George Jacobson, DPM, Hollywood, FL



From: Kim Antol


The Apus PXP-15HF is manufactured by Poksom in Korea and distributed nationally by United Radiology Systems in Deerfield IL. Unfortunately, Pokom discontinued the product about 5 years ago, but United Radiology (their U.S. component) may still be able to help.


You say “the x-ray images are diminishing.” This may not actually be an issue with the x-ray generator, but rather your old DR (direct radiology) plate, which is typical of some of the early systems that were sold.


Kim Antol, President, Sigma Digital X-Ray



From: Steven Finer, DPM, Jim Steinberg, DPM


When I was in full-time practice, I had these small drill engines attached to Sani-Vacs via black vinyl tubing. We had reamers to clean the tubing. In addition, we had Honeywell cleaners with charcoal filters. We had no problem in 40 years.  


Steven Finer, DPM, Philadelphia, PA


There has been a lot of input about air purification, not filters. Nail dust can only be extracted from a room or entire office if you treat the air itself. There is only one way to successfully do this and it is by ozonation and ionization. Remember, air can only be cleaned when it gets to a filter. Ozone cleans the air by using O3 to change the chemical structure of impurities and ions attack the negative change of neutral particles in the air (nail dust). Look into Alpine Industries on the Web, it makes sense.


Jim Steinberg, DPM, The Villages, FL



RE: APMA Young Physicians' Institute

From: R. Andrew Pavelescu, DPM


On October 11-13, along with fellow young member Dr. Jeff Kagan (PGY-1), I attended the APMA Young Physicians' Institute in Nashville, TN. As a member of the APMA Young Physician Leadership Panel, I met with fellow panel members prior to the main YPI program for a strategic planning session. Here the panel discussed key and imminent problems facing young DPMs and established working goals for the next two years. The leadership panel is composed of young podiatrists from across the country, who serve as the intermediaries between the APMA Board of Trustees and the membership at large. The primary goal of the YPLP is to advocate on behalf of all young DPMs.


The formal APMA YPI program took place October 12th and 13th. Attendees representing a wide variety of component states had the opportunity to partake in lectures and workshops focused on building leadership skills. This is a phenomenal yearly program whose goal is to help build the next generation of leaders in podiatry!
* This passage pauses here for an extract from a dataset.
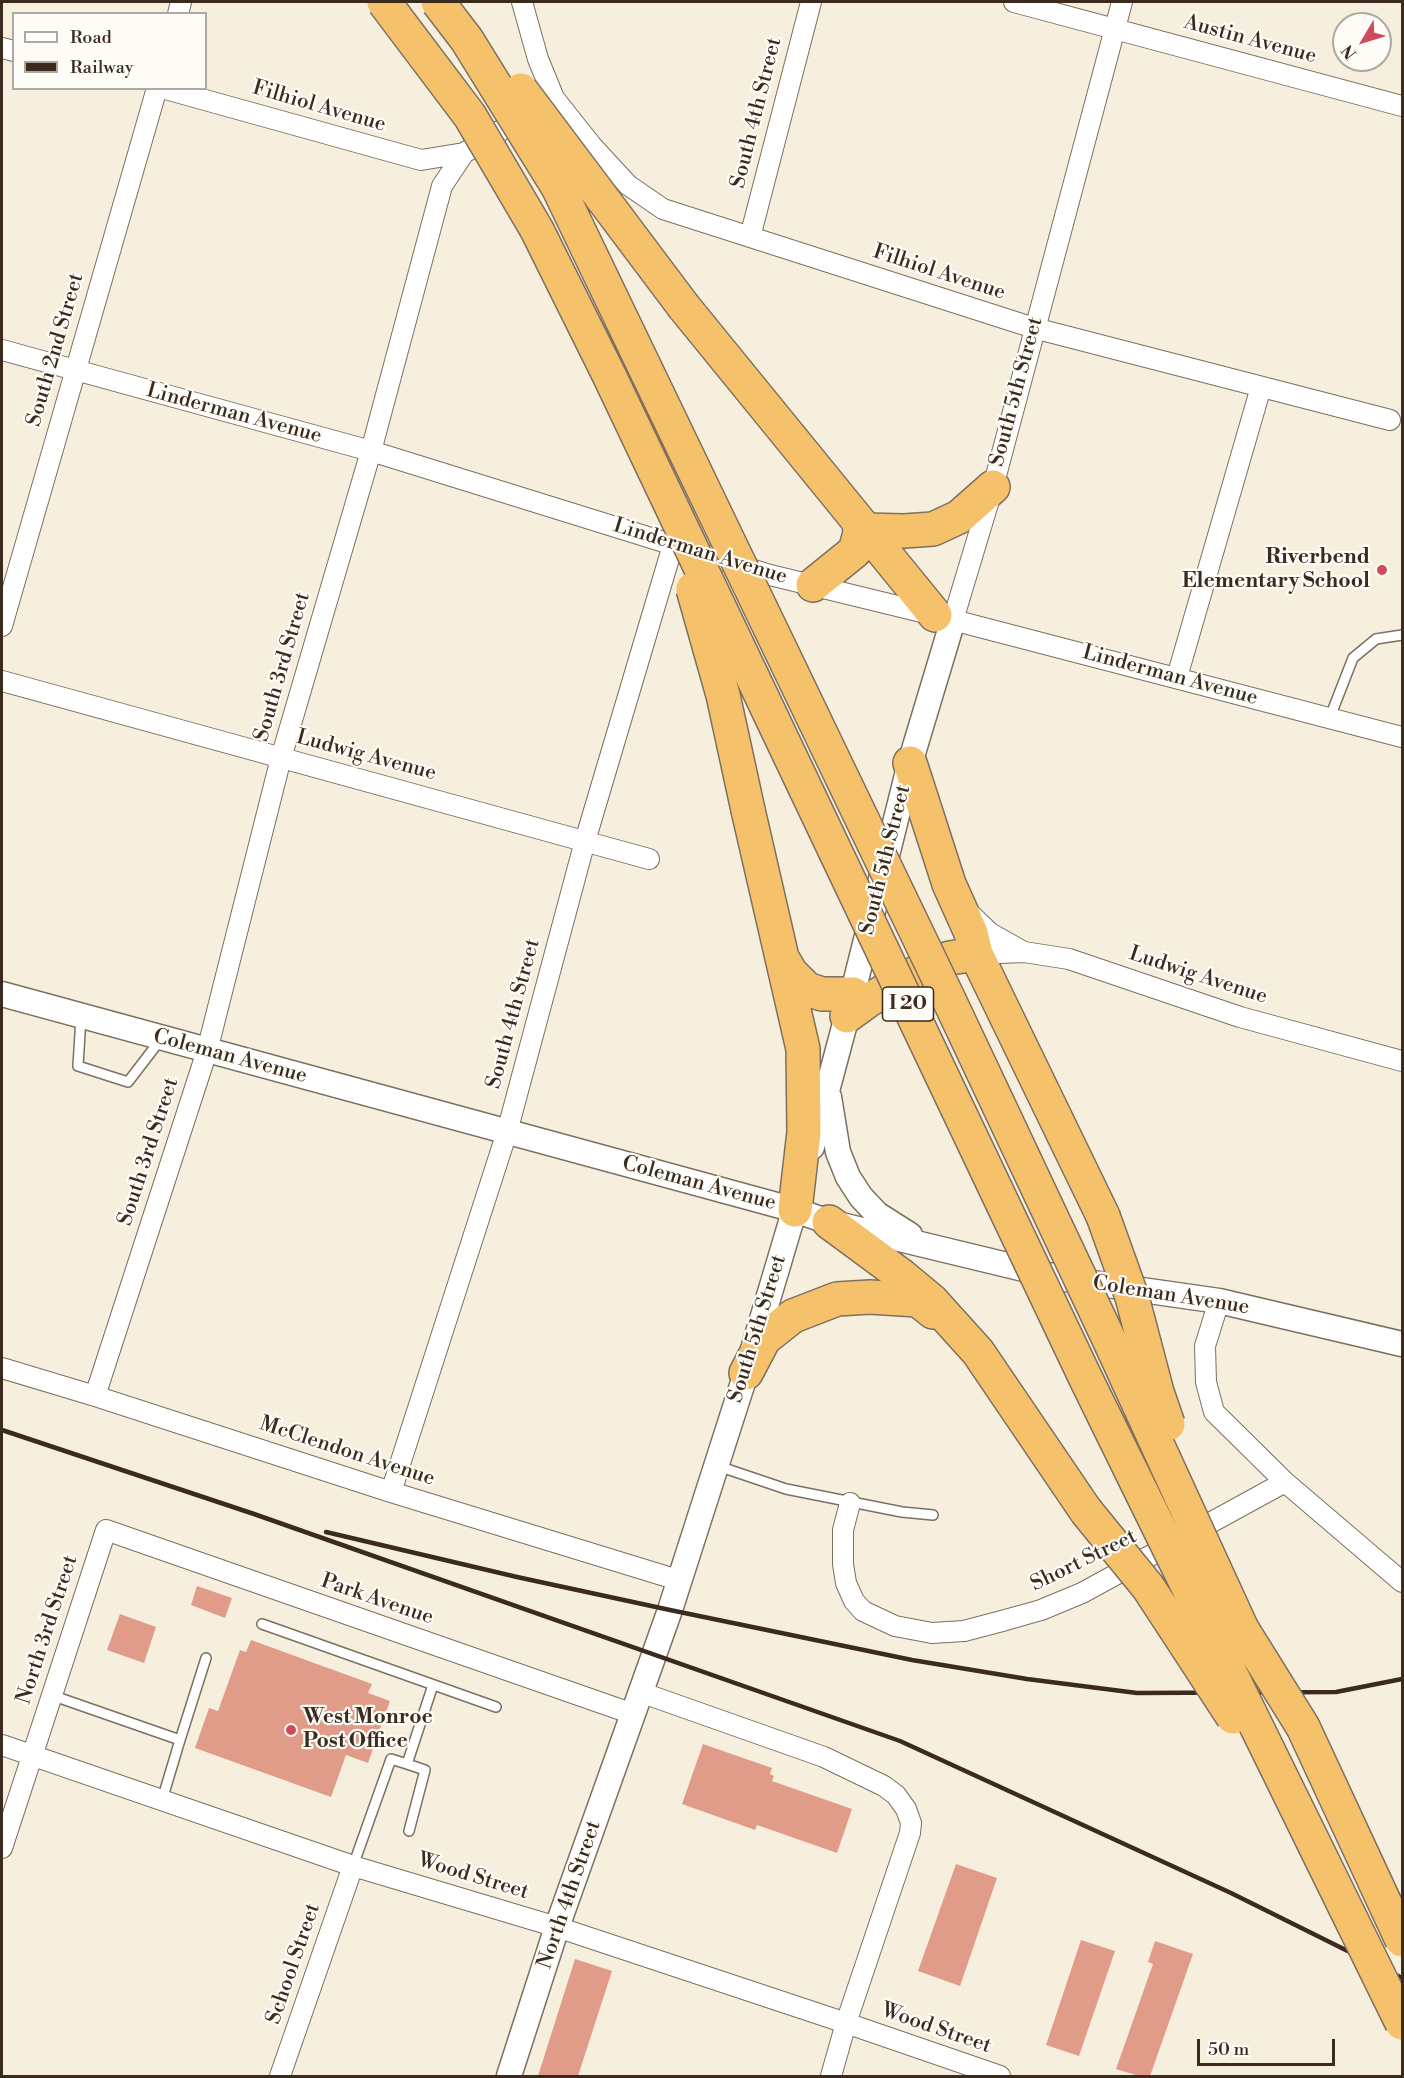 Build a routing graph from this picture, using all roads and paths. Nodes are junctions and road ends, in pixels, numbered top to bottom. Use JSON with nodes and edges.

R. Andrew Pavelescu, DPM, Fresh Meadows, NY



From: Richard D Wolff, DPM


For the past 12 years of practice, I have had zero residual nail dust in my treatment rooms, but I understand where you are coming from. During my first two years of practice, I had the same issue. When I moved to a different office, I had a central vacuum system installed. The vacuum is in a closet and shared by all treatment rooms. The rooms are connected to the vacuum via 2" PVC pipe above the ceiling tiles. The noise is contained to the closet, which has 2" thick foam added to the walls. 


I bought a cone nozzle (#ACC-SHEATH) from Jan L. It attaches directly to the end of a Dremel Multi-Pro and has a 1/2" tube connection. I also bought a reducer from Allegro Vaccums. It reduces the 2" outlet down to 1/2". The last item was a piece of 1/2" vinyl tubing I purchased from the local hardware store. There is strong suction noise in the treatment room, but no motor noise. The vacuum also serves as a floor vacuum for each room and we vacuum in between patients. No nails, no dust. I Dremel every patient. It is still going strong after 12 years of heavy use. I'm guessing I have about $1,500 in the system.